__What is being asked__. A single number is expected: the count of lines in the records below that contain "nodes".

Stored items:
================================
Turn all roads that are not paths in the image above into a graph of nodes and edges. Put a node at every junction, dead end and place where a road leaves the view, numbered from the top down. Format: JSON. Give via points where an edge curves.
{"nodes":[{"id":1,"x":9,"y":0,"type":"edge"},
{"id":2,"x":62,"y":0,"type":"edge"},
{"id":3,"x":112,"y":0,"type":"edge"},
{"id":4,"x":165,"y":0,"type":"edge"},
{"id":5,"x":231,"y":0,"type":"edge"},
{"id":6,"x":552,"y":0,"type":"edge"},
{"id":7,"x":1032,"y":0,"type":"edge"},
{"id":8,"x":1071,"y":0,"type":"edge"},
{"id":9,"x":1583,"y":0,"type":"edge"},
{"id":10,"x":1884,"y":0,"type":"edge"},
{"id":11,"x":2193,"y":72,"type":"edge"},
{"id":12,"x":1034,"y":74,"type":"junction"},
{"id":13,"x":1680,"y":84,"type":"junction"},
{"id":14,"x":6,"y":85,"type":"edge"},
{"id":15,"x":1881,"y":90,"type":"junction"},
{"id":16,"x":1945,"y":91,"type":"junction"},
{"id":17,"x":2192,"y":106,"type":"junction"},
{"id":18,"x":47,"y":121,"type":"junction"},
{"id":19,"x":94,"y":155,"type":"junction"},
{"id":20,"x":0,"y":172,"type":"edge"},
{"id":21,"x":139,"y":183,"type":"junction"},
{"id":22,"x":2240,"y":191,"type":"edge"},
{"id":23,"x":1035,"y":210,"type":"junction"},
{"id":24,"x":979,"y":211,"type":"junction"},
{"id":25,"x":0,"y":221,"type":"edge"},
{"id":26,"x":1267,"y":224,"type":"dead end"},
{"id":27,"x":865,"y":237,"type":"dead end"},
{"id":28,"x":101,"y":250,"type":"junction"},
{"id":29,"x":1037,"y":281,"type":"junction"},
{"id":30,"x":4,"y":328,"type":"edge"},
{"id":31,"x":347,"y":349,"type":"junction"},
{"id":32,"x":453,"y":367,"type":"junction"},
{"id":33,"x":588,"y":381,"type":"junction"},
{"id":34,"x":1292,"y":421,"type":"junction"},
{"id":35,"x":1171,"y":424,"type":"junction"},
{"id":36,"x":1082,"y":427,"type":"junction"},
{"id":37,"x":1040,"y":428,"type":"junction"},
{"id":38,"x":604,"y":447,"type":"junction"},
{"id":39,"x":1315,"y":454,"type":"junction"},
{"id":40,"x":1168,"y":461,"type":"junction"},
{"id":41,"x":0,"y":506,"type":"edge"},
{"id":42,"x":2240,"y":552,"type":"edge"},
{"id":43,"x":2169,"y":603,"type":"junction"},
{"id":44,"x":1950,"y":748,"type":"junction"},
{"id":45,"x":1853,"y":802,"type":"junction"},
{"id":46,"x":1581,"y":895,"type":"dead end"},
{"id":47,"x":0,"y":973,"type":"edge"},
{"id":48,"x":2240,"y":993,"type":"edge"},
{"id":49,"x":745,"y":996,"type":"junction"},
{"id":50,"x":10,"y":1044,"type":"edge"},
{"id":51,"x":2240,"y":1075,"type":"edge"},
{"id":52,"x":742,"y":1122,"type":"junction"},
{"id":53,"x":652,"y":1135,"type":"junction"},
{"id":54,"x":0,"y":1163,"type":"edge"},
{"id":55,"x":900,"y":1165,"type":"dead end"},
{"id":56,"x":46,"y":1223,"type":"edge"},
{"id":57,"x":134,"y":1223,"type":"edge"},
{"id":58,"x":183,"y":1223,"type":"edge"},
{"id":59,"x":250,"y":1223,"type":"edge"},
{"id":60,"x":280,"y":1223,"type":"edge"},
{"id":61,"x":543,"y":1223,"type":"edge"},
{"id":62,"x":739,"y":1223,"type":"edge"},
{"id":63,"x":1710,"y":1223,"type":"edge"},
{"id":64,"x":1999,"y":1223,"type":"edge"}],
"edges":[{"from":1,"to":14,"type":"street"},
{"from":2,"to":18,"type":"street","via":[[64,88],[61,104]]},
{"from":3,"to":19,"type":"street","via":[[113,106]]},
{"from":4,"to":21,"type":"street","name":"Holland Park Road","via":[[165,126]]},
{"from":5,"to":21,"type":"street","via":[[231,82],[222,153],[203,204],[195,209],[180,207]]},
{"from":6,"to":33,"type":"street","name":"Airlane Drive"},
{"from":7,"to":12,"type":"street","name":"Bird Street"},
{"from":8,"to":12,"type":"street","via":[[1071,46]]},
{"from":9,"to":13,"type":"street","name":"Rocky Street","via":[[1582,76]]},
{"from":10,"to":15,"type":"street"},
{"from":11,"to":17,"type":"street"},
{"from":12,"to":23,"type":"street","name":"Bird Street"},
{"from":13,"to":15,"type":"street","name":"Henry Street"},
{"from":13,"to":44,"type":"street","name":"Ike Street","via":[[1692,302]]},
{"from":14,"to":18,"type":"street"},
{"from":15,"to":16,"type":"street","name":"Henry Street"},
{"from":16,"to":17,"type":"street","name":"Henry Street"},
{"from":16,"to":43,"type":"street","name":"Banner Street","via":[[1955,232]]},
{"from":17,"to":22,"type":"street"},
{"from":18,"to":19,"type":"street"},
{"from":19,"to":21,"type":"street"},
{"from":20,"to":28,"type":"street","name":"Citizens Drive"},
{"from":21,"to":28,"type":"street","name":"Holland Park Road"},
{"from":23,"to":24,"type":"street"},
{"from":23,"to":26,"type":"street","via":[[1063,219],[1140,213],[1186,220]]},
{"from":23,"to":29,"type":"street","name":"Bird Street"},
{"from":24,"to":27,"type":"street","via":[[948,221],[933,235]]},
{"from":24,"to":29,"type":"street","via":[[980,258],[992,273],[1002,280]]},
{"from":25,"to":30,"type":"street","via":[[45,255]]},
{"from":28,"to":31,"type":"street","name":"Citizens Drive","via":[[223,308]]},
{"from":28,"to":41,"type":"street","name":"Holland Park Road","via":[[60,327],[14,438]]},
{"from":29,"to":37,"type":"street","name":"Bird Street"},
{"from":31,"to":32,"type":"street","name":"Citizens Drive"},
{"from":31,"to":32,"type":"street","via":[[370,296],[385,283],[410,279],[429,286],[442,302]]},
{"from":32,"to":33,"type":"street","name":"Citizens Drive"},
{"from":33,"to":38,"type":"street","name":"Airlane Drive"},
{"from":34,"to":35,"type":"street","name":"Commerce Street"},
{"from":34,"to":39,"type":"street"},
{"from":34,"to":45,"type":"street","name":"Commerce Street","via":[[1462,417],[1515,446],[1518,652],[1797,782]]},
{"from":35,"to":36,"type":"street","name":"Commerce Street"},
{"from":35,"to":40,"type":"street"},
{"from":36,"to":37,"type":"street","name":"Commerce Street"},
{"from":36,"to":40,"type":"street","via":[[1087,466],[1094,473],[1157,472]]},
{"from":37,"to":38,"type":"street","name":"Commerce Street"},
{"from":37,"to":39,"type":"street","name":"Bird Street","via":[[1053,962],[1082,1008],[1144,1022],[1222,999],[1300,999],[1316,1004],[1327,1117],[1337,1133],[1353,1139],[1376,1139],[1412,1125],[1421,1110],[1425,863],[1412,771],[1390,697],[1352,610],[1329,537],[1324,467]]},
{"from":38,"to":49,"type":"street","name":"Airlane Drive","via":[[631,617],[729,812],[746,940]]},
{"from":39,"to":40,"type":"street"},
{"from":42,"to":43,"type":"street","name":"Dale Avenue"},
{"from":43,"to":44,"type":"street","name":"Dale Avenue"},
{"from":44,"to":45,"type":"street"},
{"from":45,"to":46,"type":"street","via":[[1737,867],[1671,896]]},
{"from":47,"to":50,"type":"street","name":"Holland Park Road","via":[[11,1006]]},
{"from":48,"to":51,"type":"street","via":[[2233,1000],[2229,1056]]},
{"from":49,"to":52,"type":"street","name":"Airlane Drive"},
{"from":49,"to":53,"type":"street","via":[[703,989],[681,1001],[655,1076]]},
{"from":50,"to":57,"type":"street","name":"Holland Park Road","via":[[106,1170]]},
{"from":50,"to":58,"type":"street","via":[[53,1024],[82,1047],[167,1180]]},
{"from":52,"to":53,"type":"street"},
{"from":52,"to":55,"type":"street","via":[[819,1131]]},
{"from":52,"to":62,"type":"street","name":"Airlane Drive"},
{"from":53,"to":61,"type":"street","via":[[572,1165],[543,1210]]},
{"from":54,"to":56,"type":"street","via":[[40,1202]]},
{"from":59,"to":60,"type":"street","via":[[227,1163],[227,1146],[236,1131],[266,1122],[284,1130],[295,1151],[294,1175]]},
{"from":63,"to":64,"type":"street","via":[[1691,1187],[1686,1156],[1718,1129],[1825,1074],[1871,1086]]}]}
================================
__Worked solution__. 2